* [WHAT TO PRODUCE]:
Where in the entries below does "Answer" appear? Copy every line that has it.

======== RECORD EXCERPTS ========

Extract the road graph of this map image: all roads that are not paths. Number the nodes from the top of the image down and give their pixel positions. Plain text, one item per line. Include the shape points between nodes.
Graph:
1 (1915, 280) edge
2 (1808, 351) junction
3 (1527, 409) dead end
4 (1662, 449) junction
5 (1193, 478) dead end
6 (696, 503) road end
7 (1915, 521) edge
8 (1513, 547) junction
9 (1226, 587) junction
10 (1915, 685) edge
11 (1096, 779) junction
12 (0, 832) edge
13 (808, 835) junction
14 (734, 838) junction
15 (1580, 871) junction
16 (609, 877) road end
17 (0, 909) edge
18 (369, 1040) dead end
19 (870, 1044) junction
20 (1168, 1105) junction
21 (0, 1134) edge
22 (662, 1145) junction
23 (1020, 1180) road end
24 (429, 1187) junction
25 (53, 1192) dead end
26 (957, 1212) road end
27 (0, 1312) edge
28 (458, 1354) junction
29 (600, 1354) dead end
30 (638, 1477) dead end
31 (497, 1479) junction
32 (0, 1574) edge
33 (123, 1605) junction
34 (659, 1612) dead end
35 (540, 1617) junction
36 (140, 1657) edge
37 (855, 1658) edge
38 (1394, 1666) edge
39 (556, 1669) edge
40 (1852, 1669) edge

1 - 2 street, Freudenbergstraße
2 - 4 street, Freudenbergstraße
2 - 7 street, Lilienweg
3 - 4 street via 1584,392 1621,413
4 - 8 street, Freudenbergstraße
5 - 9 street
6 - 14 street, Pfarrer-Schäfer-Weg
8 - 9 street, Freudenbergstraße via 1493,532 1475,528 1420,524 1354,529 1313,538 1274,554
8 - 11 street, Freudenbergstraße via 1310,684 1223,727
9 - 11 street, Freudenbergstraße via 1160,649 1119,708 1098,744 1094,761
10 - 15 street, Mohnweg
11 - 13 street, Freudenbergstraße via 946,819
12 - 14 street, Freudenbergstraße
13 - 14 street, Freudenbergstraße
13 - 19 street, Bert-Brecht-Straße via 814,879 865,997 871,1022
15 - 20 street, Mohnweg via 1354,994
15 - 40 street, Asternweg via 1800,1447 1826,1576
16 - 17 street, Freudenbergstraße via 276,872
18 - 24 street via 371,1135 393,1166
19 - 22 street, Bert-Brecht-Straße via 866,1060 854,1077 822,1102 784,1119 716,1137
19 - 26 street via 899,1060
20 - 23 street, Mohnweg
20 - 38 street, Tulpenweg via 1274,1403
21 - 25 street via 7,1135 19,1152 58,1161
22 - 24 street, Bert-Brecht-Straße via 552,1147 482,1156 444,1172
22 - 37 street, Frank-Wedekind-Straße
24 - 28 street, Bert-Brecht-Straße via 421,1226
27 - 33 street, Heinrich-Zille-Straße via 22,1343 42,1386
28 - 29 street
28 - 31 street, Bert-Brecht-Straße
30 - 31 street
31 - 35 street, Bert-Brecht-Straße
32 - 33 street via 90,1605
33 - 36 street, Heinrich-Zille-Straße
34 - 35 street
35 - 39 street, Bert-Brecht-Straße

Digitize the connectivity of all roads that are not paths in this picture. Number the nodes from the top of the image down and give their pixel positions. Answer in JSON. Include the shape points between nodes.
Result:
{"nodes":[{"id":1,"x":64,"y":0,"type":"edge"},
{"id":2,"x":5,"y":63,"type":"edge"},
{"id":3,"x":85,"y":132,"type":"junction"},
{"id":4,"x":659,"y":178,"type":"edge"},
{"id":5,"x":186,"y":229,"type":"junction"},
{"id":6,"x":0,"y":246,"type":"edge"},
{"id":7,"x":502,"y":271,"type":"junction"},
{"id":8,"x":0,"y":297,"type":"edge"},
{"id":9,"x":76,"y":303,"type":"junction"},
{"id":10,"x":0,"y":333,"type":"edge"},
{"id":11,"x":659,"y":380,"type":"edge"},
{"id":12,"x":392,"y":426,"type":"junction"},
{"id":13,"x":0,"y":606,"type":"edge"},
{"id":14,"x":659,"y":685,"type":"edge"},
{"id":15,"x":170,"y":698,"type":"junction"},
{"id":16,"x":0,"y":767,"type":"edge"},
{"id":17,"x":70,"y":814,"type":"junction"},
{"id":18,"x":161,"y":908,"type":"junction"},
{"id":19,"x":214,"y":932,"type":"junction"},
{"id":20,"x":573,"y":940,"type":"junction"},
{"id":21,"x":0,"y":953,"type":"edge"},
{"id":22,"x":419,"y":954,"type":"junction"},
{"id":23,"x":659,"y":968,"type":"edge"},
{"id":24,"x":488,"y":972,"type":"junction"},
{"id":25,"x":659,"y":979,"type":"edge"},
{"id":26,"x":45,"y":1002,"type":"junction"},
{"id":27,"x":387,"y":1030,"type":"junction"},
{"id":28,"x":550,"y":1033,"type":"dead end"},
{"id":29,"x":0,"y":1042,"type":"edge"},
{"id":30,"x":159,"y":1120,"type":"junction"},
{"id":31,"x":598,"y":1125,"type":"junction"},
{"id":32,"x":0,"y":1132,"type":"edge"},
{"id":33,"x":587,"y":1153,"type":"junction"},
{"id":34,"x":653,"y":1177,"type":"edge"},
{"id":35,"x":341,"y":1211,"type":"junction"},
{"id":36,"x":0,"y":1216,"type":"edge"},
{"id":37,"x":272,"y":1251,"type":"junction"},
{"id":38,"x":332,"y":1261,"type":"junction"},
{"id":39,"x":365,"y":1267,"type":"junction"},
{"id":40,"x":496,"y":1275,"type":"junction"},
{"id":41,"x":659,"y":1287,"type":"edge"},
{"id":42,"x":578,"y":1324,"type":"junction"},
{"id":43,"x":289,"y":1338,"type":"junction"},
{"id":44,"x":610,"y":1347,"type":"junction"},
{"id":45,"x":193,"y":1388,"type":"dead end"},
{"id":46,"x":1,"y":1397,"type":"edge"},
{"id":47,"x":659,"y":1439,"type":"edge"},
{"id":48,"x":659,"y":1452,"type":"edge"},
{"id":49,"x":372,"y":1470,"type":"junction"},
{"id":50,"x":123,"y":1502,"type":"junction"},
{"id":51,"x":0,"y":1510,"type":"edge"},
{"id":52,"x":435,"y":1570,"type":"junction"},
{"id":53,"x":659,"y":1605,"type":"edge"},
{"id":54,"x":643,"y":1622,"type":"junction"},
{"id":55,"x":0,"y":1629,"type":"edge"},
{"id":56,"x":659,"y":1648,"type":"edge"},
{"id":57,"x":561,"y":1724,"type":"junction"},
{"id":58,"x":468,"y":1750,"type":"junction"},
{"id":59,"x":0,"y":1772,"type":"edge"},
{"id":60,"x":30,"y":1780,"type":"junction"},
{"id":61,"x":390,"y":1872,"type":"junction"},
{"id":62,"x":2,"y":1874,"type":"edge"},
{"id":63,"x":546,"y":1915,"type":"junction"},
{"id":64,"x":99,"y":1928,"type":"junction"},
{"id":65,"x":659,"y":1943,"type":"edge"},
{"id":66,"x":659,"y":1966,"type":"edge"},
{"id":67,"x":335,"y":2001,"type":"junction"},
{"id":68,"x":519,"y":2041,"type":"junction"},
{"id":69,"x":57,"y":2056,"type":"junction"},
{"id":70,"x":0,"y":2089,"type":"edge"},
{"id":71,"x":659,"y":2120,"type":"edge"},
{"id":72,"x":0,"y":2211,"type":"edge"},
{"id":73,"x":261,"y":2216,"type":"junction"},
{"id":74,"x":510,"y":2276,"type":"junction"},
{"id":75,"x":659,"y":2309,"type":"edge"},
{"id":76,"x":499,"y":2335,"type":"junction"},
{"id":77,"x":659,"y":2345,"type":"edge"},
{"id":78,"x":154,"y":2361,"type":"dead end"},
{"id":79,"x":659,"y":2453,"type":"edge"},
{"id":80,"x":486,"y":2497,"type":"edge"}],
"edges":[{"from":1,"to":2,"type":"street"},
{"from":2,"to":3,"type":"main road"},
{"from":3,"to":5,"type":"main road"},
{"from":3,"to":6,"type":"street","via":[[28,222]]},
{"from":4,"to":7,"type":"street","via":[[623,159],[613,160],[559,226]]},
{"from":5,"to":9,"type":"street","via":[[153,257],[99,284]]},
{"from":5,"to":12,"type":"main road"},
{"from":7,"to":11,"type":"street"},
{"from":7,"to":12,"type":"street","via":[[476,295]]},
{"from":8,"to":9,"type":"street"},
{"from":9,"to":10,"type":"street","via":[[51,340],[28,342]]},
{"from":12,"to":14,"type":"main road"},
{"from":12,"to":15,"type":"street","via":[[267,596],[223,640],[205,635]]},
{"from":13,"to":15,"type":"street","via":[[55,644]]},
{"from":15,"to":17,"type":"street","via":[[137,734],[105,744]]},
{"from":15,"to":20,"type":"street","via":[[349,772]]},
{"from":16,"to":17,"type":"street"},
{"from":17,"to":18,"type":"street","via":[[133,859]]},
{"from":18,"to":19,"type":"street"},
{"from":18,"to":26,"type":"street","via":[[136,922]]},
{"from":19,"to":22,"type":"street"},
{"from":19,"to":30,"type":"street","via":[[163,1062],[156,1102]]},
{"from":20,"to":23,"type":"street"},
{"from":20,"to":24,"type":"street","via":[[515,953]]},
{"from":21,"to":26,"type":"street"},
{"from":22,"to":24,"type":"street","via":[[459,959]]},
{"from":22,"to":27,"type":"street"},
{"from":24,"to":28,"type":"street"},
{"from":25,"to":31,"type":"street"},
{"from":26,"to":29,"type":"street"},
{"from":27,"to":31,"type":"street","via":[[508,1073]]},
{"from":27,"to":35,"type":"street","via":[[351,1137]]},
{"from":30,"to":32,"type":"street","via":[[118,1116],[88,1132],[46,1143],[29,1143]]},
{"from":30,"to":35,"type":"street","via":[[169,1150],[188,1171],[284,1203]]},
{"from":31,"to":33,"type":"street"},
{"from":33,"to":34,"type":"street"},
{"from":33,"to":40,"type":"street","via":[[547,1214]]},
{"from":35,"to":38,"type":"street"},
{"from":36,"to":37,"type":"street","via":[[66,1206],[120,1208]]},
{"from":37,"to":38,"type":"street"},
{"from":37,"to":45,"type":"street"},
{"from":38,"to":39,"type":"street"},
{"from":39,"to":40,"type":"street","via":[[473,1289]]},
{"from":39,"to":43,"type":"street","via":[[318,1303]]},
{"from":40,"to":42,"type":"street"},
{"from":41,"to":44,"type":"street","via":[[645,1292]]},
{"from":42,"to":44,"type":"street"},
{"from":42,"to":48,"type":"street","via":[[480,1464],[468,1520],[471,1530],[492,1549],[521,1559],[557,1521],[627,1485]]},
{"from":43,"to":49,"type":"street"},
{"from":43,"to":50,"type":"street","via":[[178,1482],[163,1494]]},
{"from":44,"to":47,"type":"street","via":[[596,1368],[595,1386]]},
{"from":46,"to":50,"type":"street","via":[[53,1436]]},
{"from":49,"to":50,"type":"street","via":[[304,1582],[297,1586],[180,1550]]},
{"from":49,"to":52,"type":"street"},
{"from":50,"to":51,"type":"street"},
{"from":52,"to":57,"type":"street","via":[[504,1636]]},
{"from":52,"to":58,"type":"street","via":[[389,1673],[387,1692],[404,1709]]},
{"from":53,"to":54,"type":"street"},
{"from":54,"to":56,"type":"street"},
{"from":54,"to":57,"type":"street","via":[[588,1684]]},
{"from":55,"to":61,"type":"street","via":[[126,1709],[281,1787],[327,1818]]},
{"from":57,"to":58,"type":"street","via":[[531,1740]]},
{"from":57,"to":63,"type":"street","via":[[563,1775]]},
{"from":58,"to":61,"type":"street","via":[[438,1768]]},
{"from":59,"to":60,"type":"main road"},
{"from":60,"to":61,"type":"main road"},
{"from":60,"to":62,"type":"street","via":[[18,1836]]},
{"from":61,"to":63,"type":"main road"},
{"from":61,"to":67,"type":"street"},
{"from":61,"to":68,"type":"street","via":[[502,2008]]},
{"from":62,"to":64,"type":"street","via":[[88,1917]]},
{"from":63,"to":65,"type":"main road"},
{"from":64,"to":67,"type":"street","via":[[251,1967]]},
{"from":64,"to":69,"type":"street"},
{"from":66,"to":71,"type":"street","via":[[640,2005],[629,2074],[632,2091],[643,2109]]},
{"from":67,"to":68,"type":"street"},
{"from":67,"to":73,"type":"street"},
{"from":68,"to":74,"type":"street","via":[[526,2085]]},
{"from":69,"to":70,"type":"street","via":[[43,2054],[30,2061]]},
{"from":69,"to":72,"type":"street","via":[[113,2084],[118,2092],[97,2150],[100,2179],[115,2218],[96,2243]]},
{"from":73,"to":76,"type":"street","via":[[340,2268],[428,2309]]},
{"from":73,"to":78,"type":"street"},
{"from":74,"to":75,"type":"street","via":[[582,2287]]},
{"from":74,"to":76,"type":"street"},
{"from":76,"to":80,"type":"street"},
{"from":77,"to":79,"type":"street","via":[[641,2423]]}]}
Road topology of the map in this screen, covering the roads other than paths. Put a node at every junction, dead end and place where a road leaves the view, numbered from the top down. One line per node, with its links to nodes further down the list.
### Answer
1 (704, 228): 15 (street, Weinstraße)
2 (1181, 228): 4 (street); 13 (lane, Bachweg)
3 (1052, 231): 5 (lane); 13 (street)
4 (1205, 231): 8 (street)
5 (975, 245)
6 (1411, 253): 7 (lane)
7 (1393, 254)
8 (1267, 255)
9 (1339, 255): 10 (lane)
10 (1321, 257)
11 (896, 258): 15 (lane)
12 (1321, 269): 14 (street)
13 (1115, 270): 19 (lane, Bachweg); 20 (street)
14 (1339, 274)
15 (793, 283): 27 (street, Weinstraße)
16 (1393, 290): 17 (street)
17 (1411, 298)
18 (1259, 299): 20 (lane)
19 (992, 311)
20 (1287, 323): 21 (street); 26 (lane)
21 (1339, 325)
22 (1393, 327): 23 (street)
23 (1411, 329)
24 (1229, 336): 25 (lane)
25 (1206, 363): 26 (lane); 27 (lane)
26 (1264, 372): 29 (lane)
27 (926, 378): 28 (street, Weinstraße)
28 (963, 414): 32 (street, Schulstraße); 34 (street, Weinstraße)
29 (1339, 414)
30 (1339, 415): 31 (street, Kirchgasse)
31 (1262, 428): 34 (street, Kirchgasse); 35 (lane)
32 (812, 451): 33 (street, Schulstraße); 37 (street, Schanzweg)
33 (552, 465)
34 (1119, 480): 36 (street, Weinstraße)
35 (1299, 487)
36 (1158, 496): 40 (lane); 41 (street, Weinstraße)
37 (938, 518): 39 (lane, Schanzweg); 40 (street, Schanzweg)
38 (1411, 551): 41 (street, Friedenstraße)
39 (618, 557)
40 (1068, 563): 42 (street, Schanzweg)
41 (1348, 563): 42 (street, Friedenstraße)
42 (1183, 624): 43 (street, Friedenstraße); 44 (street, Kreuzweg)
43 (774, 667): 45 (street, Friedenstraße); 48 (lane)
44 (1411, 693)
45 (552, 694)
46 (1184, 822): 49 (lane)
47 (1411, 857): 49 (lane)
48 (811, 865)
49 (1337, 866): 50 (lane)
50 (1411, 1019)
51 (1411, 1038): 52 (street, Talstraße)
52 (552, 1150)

========

* [FINISHED EXERCISE]:
Digitize the connectivity of all roads that are not paths in this picture. Number the nodes from the top of the image down and give their pixel positions. Answer in JSON. Include the shape points between nodes.
### Answer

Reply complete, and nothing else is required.